Objectives: To examine the magnitude, direction, and mediation effect of frailty on the association between preoperative pain and postoperative delirium among older adults undergoing orthopedic surgery.
Design: A secondary analysis of a prospective cohort study.
Setting and participants: A cohort of 200 older adults (60 years and older) who underwent major orthopedic surgery at a university hospital in Thailand was recruited for the study.
Methods: Participants responded to the Demographic and Health Information Form, the Reported Edmonton Frailty Scale-Thai version, and the Thai version of the 4 A's test. Analyses were conducted using a causal mediation analysis with 95 % confidence intervals.

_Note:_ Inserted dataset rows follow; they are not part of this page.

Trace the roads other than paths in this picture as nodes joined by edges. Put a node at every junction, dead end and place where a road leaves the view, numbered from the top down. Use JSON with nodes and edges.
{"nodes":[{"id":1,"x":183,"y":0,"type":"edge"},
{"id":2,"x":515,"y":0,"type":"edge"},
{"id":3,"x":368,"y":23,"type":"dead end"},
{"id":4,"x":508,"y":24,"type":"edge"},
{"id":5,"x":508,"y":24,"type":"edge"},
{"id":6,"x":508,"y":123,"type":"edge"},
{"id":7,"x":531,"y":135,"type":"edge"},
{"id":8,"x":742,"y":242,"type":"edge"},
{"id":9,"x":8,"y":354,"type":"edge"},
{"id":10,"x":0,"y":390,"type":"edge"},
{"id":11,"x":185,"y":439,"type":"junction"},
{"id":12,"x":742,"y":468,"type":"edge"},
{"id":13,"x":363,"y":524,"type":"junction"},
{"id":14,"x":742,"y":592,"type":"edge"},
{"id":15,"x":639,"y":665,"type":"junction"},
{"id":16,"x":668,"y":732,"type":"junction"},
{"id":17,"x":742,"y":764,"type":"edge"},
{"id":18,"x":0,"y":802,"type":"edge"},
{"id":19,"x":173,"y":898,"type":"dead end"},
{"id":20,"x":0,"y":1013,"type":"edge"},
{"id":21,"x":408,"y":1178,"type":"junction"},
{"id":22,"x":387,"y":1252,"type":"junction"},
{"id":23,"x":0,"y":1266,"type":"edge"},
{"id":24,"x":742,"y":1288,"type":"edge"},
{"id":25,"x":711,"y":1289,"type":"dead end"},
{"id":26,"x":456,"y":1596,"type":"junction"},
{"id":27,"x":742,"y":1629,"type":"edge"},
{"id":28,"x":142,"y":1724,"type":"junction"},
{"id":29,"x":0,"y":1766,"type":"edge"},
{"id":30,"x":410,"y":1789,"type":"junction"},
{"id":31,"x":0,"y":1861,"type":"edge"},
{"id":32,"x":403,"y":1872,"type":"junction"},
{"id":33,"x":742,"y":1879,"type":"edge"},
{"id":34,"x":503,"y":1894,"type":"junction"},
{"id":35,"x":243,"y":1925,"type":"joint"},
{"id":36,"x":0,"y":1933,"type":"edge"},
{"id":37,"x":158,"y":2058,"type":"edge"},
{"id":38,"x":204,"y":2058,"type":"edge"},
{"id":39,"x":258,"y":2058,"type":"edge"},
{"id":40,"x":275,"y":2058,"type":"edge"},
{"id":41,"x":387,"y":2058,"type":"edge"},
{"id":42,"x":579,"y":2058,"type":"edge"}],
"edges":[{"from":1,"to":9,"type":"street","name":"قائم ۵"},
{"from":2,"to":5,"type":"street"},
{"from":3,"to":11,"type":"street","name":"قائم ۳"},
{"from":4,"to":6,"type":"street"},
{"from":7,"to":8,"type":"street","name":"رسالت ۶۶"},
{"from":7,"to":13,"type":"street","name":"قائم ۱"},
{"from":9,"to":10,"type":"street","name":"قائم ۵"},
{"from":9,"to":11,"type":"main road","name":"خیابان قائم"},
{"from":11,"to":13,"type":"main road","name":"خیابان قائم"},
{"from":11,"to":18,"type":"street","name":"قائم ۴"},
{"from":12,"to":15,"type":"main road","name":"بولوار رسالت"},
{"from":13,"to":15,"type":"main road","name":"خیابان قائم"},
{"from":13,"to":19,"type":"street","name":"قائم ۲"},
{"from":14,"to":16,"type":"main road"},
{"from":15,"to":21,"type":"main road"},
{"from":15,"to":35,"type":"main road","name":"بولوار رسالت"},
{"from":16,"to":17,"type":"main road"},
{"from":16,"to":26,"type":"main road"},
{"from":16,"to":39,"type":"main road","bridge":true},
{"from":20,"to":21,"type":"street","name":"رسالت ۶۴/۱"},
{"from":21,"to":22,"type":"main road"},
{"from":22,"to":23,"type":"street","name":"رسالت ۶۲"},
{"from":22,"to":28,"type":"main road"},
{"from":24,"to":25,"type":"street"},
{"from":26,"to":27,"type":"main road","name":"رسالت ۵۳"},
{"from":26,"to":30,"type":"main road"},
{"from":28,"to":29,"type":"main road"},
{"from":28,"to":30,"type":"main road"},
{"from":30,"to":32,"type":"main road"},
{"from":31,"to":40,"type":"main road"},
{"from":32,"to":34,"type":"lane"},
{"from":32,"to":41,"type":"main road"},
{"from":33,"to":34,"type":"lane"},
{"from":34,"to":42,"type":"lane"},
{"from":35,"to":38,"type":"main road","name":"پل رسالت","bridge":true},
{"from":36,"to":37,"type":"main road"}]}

Results: We found that 12.5 % of participants developed postoperative delirium. For the direct paths associated with postoperative delirium, statistically significant effects were observed for frailty, preoperative pain, and comorbidity. Considering frailty as a mediator of postoperative delirium, a significant positive indirect effect was identified from preoperative pain. Controlling for age and comorbidities, frailty mediated the association between preoperative pain and postoperative delirium in a statistically significant manner; the average direct effect was 0.014 (95 % confidence interval: 0.008-0.020), the average causal mediating effect was 0.002 (95 % confidence interval: 0.000-0.010), the total effects was 0.017 (95 % confidence interval: 0.010-0.020), and the probability mediation accounted for 14 % (95 % confidence interval: 0.031-0.300).
Conclusion: Integrating the concept of age-related decline and frailty assessment may offer opportunities to provide disease-specific care and strengthen precision perioperative care, which ultimately enhance quality of life in older adults undergoing orthopedic surgery.
Keywords: Frailty; Mediation analysis; Older adults; Orthopedic surgery; Postoperative delirium; Preoperative pain.
© 2024 The Authors.
Conflict of interest statement
The authors declare no potential conflicts of interests with respect to research, authorship, or publication of this article.